WHAT IS REQUIRED
Give the listing again, word for word.

DATA FOR THE TASK
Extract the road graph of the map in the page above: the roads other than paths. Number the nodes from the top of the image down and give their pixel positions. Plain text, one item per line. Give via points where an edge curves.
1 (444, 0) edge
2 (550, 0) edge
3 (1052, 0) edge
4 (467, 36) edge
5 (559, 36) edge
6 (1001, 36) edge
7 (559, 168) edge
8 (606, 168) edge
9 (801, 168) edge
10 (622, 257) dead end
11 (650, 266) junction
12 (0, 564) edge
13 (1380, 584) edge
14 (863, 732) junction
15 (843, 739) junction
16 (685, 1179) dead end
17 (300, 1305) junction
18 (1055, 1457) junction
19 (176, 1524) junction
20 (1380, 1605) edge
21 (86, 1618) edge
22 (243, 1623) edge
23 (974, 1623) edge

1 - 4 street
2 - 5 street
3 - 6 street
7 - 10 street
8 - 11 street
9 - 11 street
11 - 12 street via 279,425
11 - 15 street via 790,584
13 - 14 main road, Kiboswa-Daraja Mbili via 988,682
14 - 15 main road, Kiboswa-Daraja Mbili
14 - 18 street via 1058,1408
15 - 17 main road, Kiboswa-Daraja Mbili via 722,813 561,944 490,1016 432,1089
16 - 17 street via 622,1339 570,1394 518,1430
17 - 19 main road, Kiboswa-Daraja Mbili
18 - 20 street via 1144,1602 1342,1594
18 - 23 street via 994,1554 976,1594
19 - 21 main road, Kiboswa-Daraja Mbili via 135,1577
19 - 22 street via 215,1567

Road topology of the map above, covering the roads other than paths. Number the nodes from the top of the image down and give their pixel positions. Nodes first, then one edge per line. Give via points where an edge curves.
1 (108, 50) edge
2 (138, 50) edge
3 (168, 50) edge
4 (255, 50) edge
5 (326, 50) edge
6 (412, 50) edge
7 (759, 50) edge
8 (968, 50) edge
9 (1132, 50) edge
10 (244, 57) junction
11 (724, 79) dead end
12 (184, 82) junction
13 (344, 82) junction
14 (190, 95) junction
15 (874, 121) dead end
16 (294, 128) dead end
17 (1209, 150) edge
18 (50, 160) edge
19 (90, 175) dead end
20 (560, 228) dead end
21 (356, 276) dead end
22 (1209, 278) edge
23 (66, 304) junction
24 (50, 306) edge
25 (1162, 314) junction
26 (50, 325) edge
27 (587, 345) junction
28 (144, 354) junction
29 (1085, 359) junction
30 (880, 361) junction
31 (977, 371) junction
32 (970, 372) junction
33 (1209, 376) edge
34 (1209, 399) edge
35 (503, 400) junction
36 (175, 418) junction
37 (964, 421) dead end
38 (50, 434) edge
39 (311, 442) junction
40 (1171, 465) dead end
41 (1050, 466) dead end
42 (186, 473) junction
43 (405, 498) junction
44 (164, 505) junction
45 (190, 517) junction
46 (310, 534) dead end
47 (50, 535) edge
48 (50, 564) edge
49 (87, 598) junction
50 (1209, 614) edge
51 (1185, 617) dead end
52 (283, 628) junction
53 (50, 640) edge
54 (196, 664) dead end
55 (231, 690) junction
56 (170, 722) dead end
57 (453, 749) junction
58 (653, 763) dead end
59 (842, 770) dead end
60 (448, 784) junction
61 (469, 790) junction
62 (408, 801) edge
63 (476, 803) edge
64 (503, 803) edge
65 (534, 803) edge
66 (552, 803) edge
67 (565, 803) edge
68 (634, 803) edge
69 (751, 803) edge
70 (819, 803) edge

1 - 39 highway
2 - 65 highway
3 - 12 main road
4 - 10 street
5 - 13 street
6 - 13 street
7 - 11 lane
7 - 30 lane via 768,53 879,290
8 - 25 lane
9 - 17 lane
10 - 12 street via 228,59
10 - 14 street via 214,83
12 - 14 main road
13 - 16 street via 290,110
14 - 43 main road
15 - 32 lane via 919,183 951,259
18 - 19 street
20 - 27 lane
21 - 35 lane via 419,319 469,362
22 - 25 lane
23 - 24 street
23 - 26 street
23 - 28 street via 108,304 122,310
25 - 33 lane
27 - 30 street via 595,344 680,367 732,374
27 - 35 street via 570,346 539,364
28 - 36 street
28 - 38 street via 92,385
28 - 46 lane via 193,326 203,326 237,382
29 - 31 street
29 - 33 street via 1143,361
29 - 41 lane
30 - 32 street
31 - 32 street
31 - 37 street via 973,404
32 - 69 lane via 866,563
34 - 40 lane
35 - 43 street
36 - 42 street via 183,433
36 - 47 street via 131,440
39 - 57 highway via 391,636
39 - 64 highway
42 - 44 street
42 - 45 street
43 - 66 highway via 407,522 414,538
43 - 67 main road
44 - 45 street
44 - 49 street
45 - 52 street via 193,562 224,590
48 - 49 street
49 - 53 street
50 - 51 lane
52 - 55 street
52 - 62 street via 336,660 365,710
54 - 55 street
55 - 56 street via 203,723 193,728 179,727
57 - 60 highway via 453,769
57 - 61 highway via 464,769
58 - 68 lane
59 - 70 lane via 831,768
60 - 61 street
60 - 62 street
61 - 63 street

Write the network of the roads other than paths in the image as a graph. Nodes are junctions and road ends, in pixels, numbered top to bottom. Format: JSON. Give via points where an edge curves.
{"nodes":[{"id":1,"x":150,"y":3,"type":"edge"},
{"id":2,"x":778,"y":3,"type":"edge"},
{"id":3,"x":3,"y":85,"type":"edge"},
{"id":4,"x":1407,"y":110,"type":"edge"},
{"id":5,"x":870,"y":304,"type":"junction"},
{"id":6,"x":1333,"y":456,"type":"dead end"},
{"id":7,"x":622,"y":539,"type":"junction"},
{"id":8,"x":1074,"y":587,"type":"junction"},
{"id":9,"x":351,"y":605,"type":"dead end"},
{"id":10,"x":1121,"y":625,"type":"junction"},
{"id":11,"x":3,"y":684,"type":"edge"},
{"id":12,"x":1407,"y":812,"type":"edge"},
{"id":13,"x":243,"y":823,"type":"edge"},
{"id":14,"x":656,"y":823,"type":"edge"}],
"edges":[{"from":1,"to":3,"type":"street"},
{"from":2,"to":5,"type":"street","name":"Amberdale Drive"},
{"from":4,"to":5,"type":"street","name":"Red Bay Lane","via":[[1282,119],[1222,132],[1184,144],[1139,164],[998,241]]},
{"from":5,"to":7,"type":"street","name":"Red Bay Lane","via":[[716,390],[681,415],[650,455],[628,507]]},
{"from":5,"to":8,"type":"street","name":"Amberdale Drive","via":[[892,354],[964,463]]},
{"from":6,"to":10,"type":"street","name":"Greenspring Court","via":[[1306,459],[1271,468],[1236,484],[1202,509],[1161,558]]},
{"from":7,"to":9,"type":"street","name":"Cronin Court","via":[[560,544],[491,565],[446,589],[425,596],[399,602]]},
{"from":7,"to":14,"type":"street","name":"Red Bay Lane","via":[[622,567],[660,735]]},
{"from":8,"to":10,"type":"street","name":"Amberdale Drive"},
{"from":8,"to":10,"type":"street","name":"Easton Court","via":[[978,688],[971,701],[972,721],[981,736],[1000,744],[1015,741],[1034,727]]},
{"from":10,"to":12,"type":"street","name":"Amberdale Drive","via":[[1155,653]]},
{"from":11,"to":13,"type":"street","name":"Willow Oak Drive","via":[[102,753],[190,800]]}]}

ANSWER BELOW
Extract the road graph of the map in the page above: the roads other than paths. Number the nodes from the top of the image down and give their pixel positions. Plain text, one item per line. Give via points where an edge curves.
1 (444, 0) edge
2 (550, 0) edge
3 (1052, 0) edge
4 (467, 36) edge
5 (559, 36) edge
6 (1001, 36) edge
7 (559, 168) edge
8 (606, 168) edge
9 (801, 168) edge
10 (622, 257) dead end
11 (650, 266) junction
12 (0, 564) edge
13 (1380, 584) edge
14 (863, 732) junction
15 (843, 739) junction
16 (685, 1179) dead end
17 (300, 1305) junction
18 (1055, 1457) junction
19 (176, 1524) junction
20 (1380, 1605) edge
21 (86, 1618) edge
22 (243, 1623) edge
23 (974, 1623) edge

1 - 4 street
2 - 5 street
3 - 6 street
7 - 10 street
8 - 11 street
9 - 11 street
11 - 12 street via 279,425
11 - 15 street via 790,584
13 - 14 main road, Kiboswa-Daraja Mbili via 988,682
14 - 15 main road, Kiboswa-Daraja Mbili
14 - 18 street via 1058,1408
15 - 17 main road, Kiboswa-Daraja Mbili via 722,813 561,944 490,1016 432,1089
16 - 17 street via 622,1339 570,1394 518,1430
17 - 19 main road, Kiboswa-Daraja Mbili
18 - 20 street via 1144,1602 1342,1594
18 - 23 street via 994,1554 976,1594
19 - 21 main road, Kiboswa-Daraja Mbili via 135,1577
19 - 22 street via 215,1567

Road topology of the map above, covering the roads other than paths. Number the nodes from the top of the image down and give their pixel positions. Nodes first, then one edge per line. Give via points where an edge curves.
1 (108, 50) edge
2 (138, 50) edge
3 (168, 50) edge
4 (255, 50) edge
5 (326, 50) edge
6 (412, 50) edge
7 (759, 50) edge
8 (968, 50) edge
9 (1132, 50) edge
10 (244, 57) junction
11 (724, 79) dead end
12 (184, 82) junction
13 (344, 82) junction
14 (190, 95) junction
15 (874, 121) dead end
16 (294, 128) dead end
17 (1209, 150) edge
18 (50, 160) edge
19 (90, 175) dead end
20 (560, 228) dead end
21 (356, 276) dead end
22 (1209, 278) edge
23 (66, 304) junction
24 (50, 306) edge
25 (1162, 314) junction
26 (50, 325) edge
27 (587, 345) junction
28 (144, 354) junction
29 (1085, 359) junction
30 (880, 361) junction
31 (977, 371) junction
32 (970, 372) junction
33 (1209, 376) edge
34 (1209, 399) edge
35 (503, 400) junction
36 (175, 418) junction
37 (964, 421) dead end
38 (50, 434) edge
39 (311, 442) junction
40 (1171, 465) dead end
41 (1050, 466) dead end
42 (186, 473) junction
43 (405, 498) junction
44 (164, 505) junction
45 (190, 517) junction
46 (310, 534) dead end
47 (50, 535) edge
48 (50, 564) edge
49 (87, 598) junction
50 (1209, 614) edge
51 (1185, 617) dead end
52 (283, 628) junction
53 (50, 640) edge
54 (196, 664) dead end
55 (231, 690) junction
56 (170, 722) dead end
57 (453, 749) junction
58 (653, 763) dead end
59 (842, 770) dead end
60 (448, 784) junction
61 (469, 790) junction
62 (408, 801) edge
63 (476, 803) edge
64 (503, 803) edge
65 (534, 803) edge
66 (552, 803) edge
67 (565, 803) edge
68 (634, 803) edge
69 (751, 803) edge
70 (819, 803) edge

1 - 39 highway
2 - 65 highway
3 - 12 main road
4 - 10 street
5 - 13 street
6 - 13 street
7 - 11 lane
7 - 30 lane via 768,53 879,290
8 - 25 lane
9 - 17 lane
10 - 12 street via 228,59
10 - 14 street via 214,83
12 - 14 main road
13 - 16 street via 290,110
14 - 43 main road
15 - 32 lane via 919,183 951,259
18 - 19 street
20 - 27 lane
21 - 35 lane via 419,319 469,362
22 - 25 lane
23 - 24 street
23 - 26 street
23 - 28 street via 108,304 122,310
25 - 33 lane
27 - 30 street via 595,344 680,367 732,374
27 - 35 street via 570,346 539,364
28 - 36 street
28 - 38 street via 92,385
28 - 46 lane via 193,326 203,326 237,382
29 - 31 street
29 - 33 street via 1143,361
29 - 41 lane
30 - 32 street
31 - 32 street
31 - 37 street via 973,404
32 - 69 lane via 866,563
34 - 40 lane
35 - 43 street
36 - 42 street via 183,433
36 - 47 street via 131,440
39 - 57 highway via 391,636
39 - 64 highway
42 - 44 street
42 - 45 street
43 - 66 highway via 407,522 414,538
43 - 67 main road
44 - 45 street
44 - 49 street
45 - 52 street via 193,562 224,590
48 - 49 street
49 - 53 street
50 - 51 lane
52 - 55 street
52 - 62 street via 336,660 365,710
54 - 55 street
55 - 56 street via 203,723 193,728 179,727
57 - 60 highway via 453,769
57 - 61 highway via 464,769
58 - 68 lane
59 - 70 lane via 831,768
60 - 61 street
60 - 62 street
61 - 63 street

Write the network of the roads other than paths in the image as a graph. Nodes are junctions and road ends, in pixels, numbered top to bottom. Format: JSON. Give via points where an edge curves.
{"nodes":[{"id":1,"x":150,"y":3,"type":"edge"},
{"id":2,"x":778,"y":3,"type":"edge"},
{"id":3,"x":3,"y":85,"type":"edge"},
{"id":4,"x":1407,"y":110,"type":"edge"},
{"id":5,"x":870,"y":304,"type":"junction"},
{"id":6,"x":1333,"y":456,"type":"dead end"},
{"id":7,"x":622,"y":539,"type":"junction"},
{"id":8,"x":1074,"y":587,"type":"junction"},
{"id":9,"x":351,"y":605,"type":"dead end"},
{"id":10,"x":1121,"y":625,"type":"junction"},
{"id":11,"x":3,"y":684,"type":"edge"},
{"id":12,"x":1407,"y":812,"type":"edge"},
{"id":13,"x":243,"y":823,"type":"edge"},
{"id":14,"x":656,"y":823,"type":"edge"}],
"edges":[{"from":1,"to":3,"type":"street"},
{"from":2,"to":5,"type":"street","name":"Amberdale Drive"},
{"from":4,"to":5,"type":"street","name":"Red Bay Lane","via":[[1282,119],[1222,132],[1184,144],[1139,164],[998,241]]},
{"from":5,"to":7,"type":"street","name":"Red Bay Lane","via":[[716,390],[681,415],[650,455],[628,507]]},
{"from":5,"to":8,"type":"street","name":"Amberdale Drive","via":[[892,354],[964,463]]},
{"from":6,"to":10,"type":"street","name":"Greenspring Court","via":[[1306,459],[1271,468],[1236,484],[1202,509],[1161,558]]},
{"from":7,"to":9,"type":"street","name":"Cronin Court","via":[[560,544],[491,565],[446,589],[425,596],[399,602]]},
{"from":7,"to":14,"type":"street","name":"Red Bay Lane","via":[[622,567],[660,735]]},
{"from":8,"to":10,"type":"street","name":"Amberdale Drive"},
{"from":8,"to":10,"type":"street","name":"Easton Court","via":[[978,688],[971,701],[972,721],[981,736],[1000,744],[1015,741],[1034,727]]},
{"from":10,"to":12,"type":"street","name":"Amberdale Drive","via":[[1155,653]]},
{"from":11,"to":13,"type":"street","name":"Willow Oak Drive","via":[[102,753],[190,800]]}]}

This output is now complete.